Monday, June 23, 2008 02:48 PM
Original article: The New Republic syndrome

thanks, Glenn!

Impeccable timing. I'm getting ready to transform my draft review of Chait's book The Big Con into a blog post and one of the things missing was a section attempting to explain why in his otherwise excellent book Chait devotes a page or two to bashing the liberal blogosphere as unhinged, paranoid and Manichean equivalents of Michelle Malkin and Rush Limbaugh. I was planning on explaining this in terms of Chait's Iraq war support and what not ... now I can just link here. Saves me a lot of trouble.

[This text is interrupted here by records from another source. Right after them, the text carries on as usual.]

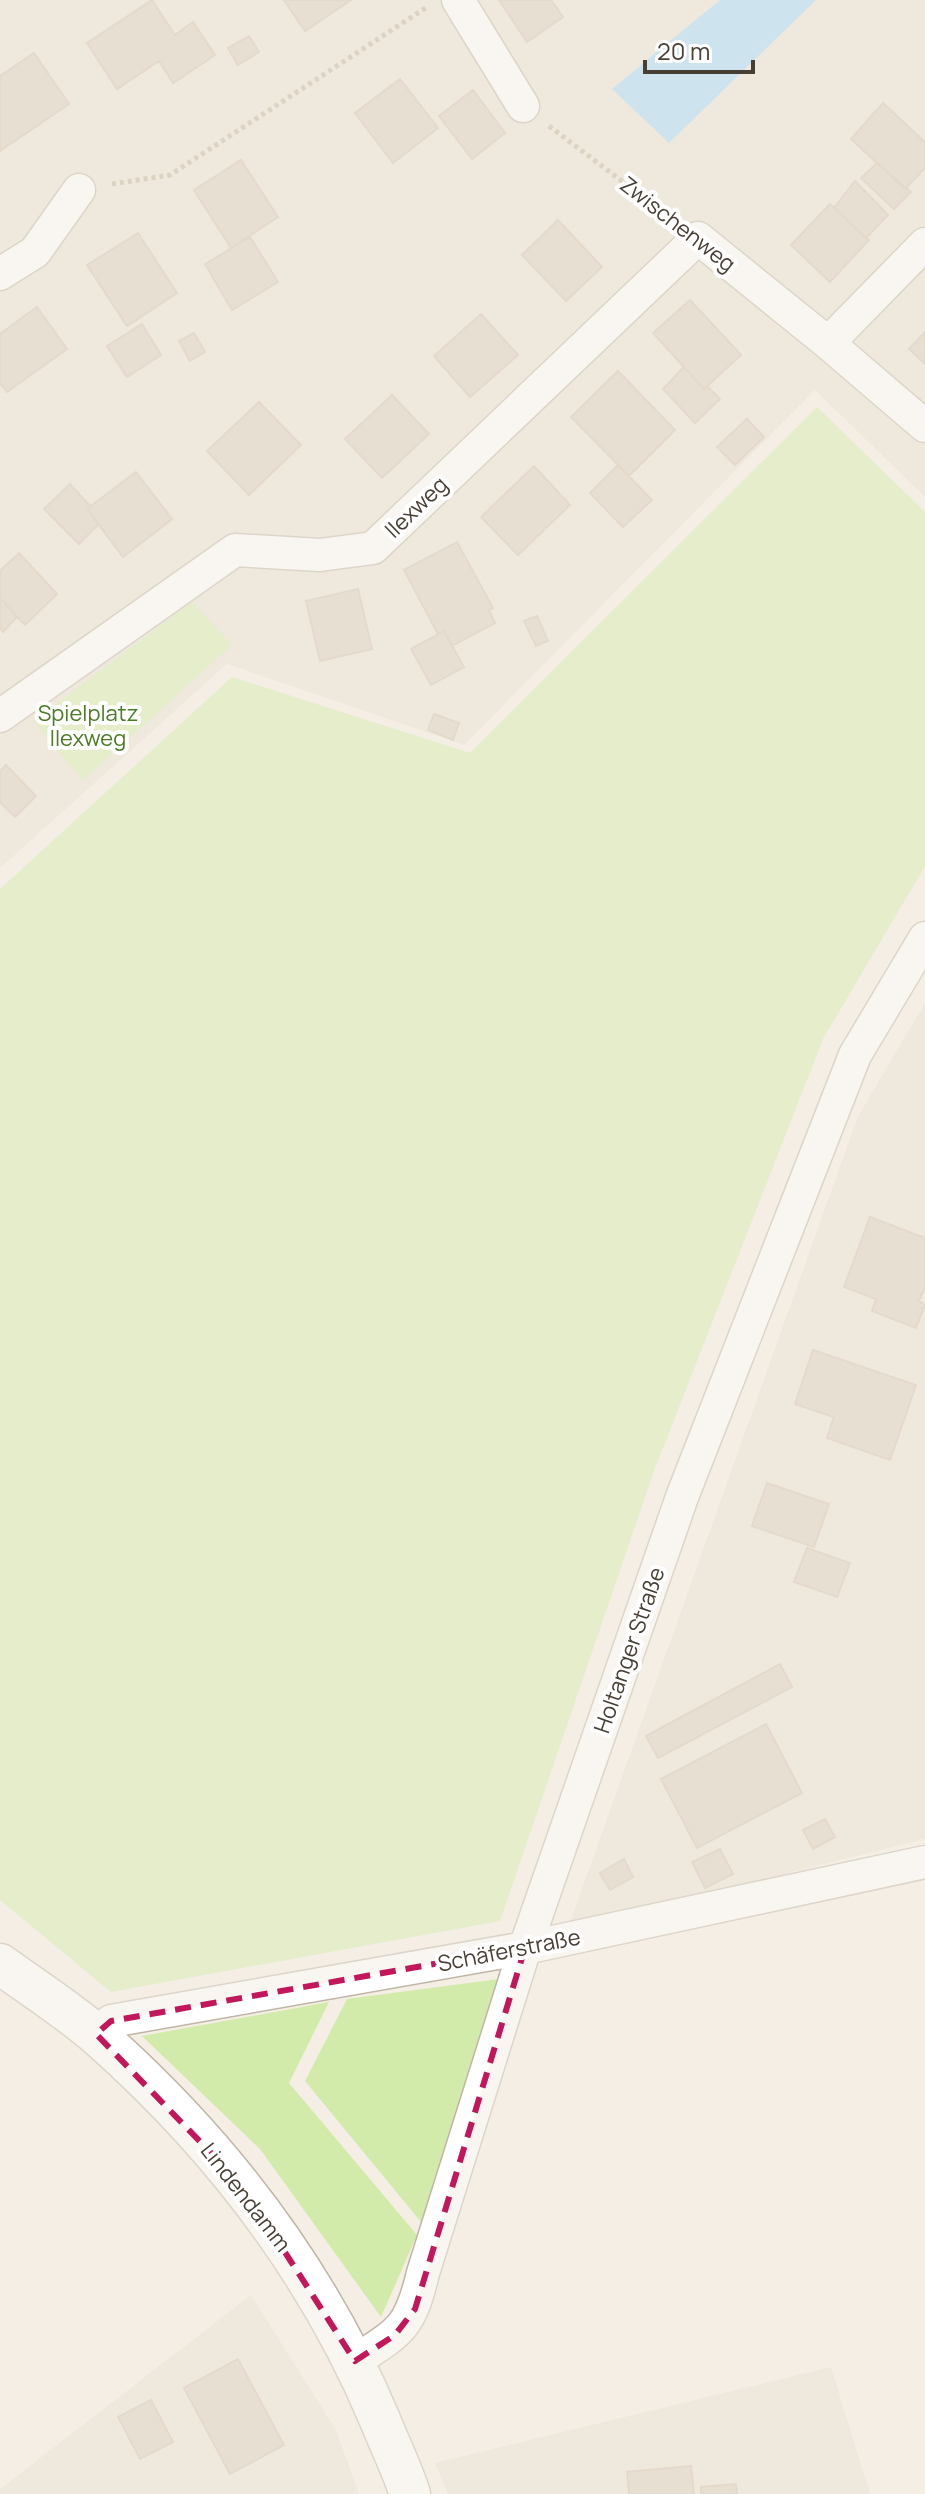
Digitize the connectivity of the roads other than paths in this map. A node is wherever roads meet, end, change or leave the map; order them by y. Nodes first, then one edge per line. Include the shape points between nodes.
1 (458, 0) edge
2 (523, 106) road end
3 (79, 190) road end
4 (698, 238) joint
5 (925, 244) edge
6 (0, 274) edge
7 (828, 343) junction
8 (925, 426) edge
9 (0, 716) edge
10 (925, 938) edge
11 (925, 1862) edge
12 (525, 1948) junction
13 (0, 1964) edge
14 (96, 2034) junction
15 (355, 2361) junction
16 (410, 2494) edge

1 - 2 street
3 - 6 street via 35,252
4 - 7 street, Zwischenweg
4 - 9 street, Ilexweg via 373,548 320,555 235,550
5 - 7 street
7 - 8 street, Zwischenweg
10 - 12 street, Holtanger Straße via 849,1069 682,1497
11 - 12 street, Schäferstraße
12 - 14 street, Schäferstraße via 111,2021
12 - 15 street, Holtanger Straße via 415,2309 395,2335
13 - 14 street, Lindendamm
14 - 15 street, Lindendamm via 241,2184 284,2243
15 - 16 street, Lindendamm

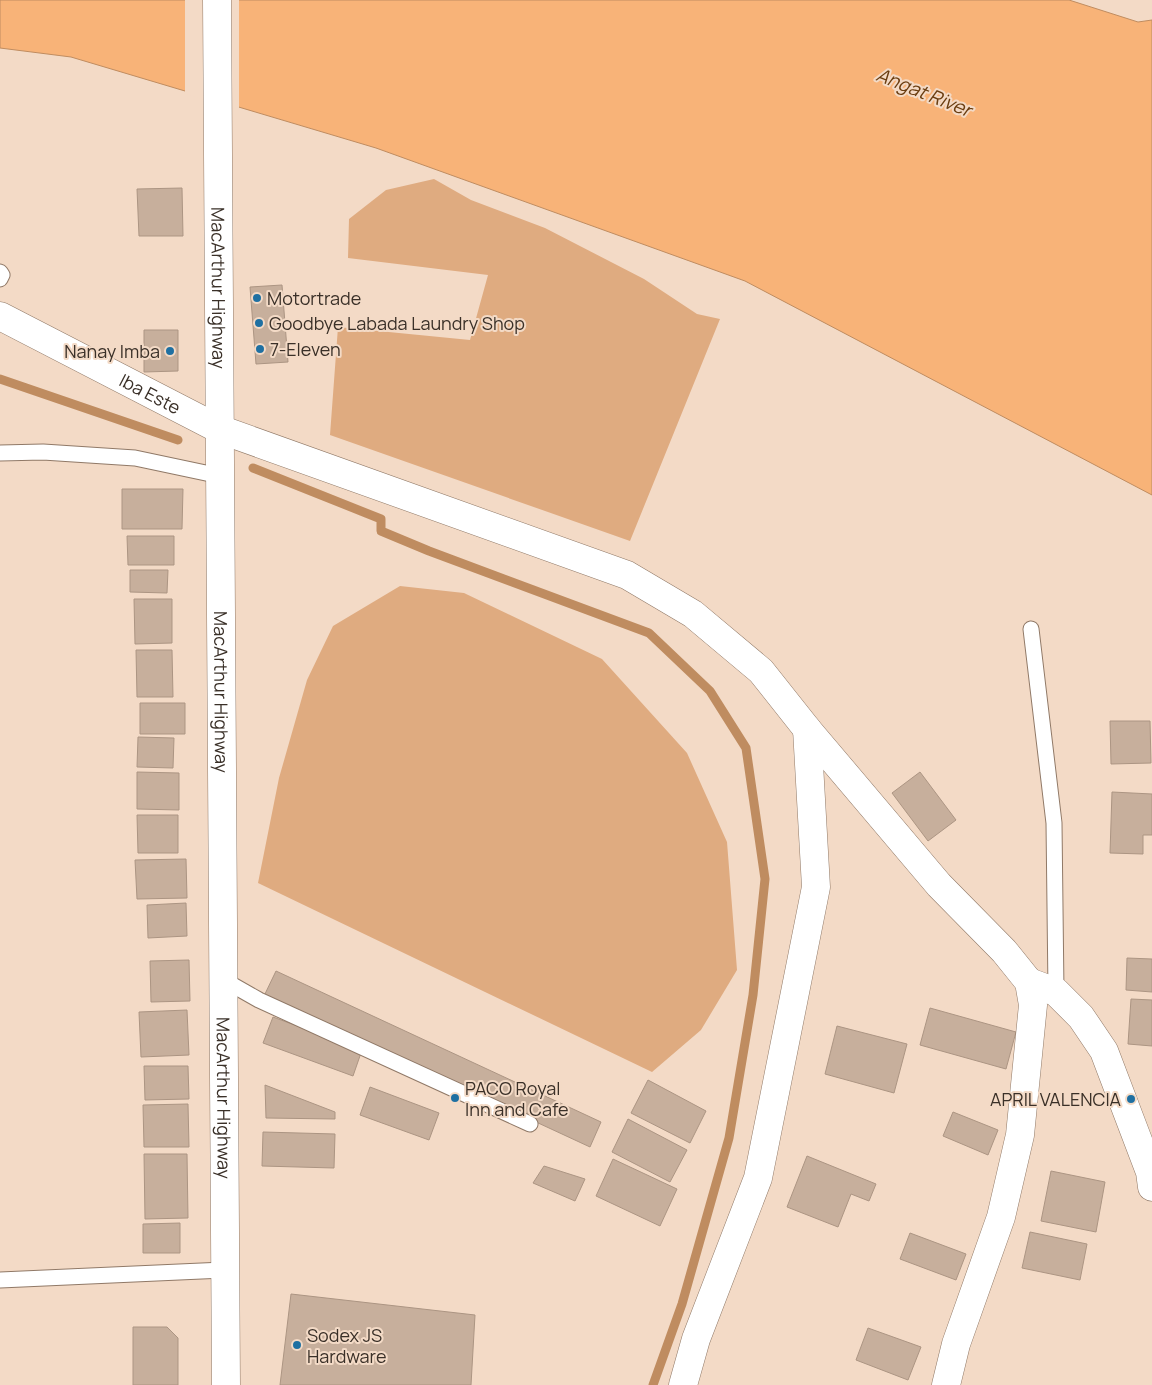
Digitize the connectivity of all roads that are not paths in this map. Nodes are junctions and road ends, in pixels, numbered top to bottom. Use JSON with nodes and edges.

Another thing I noticed about Chait: he wrote a really good book explaining how "right-wing" extremists who believe religiously in quack economic theory have taken over the Republican Party and how the media continues to redefine the political "center" in the direction of those ideologues. Ok, so he reviews David Cay Johnston's book - Free Lunch - about how as a consequence of that takeover government, the wealthy, and corporations collude to subvert the market and take money from the poor, middle class, and moderately rich to give to the very rich and powerful. In the review he dismissed the book as left-wing populism (despite the book framing over and over again its criticism in terms of "corporate socialists" subverting the capitalism of Adam Smith which is why it got a sympathetic reading at Reason magazine http://www.reason.com/news/show/124116.html) and mocks Johnston for asking rhetorically who has not, feeling the sting of injustice, vowed to fight all the way to the Supreme Court.

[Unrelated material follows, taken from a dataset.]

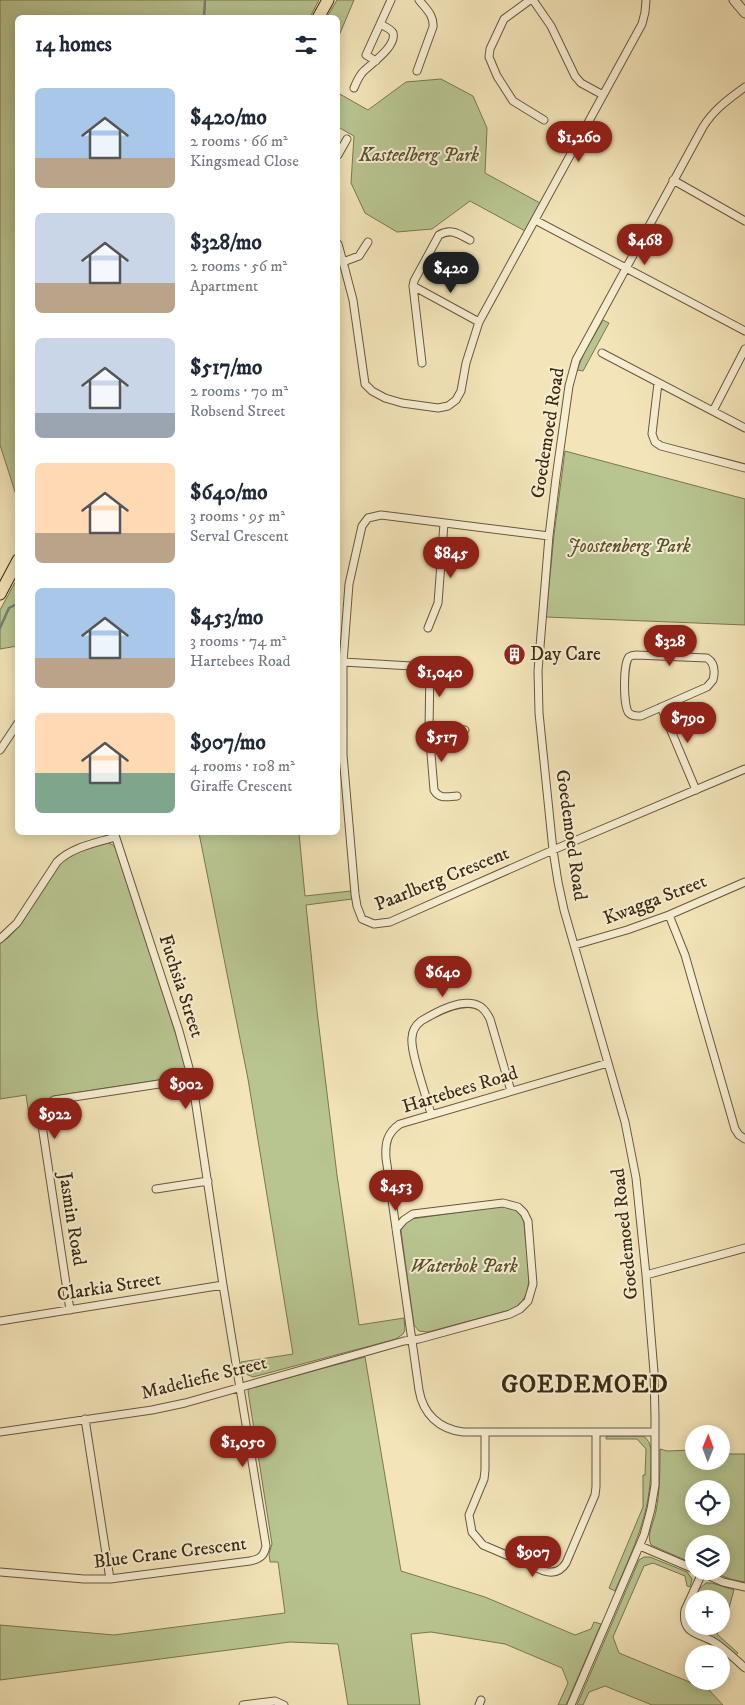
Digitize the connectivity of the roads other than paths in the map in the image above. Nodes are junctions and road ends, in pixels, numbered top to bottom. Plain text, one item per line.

That seriously baffled me. The stuff Johnston wrote about (the flow of wealth upward like Niagra falls in reverse) is the consequences of what Chait wrote about, yet Chait is indifferent to what Johnston writes about and waves his hand at it. Indeed, Chait asserts that the redistribution of wealth upward doesn't exist. Yet over the last 30 years the share of the wealth of the wealthiest Americans have seen their income share go up, and the bottom 90% have seen theirs go down - and that's a result of the policy Chait wrote about. And what's more, Chait knows this because he points it out in his book when he points out that the reason the rich are paying a greater share of income tax is because they're getting a larger share of the total income.

Monday, June 23, 2008 03:25 PM
Original article: The New Republic syndrome

case in point

http://thinkprogress.org/2008/06/23/waste-army-proposal/

Johnston's book is full of stuff like this happenening. Having a problem with this make you a left-wing populist?

Thursday, June 26, 2008 11:31 AM

Olbermann needs to make this a mantra

"[I]t would be a dangerous delusion were a confidence in the men of our choice to silence our fears for the safety of our rights: that confidence is everywhere the parent of despotism." - Thomas Jefferson, Draft of the "Kentucky Resolutions" (1798)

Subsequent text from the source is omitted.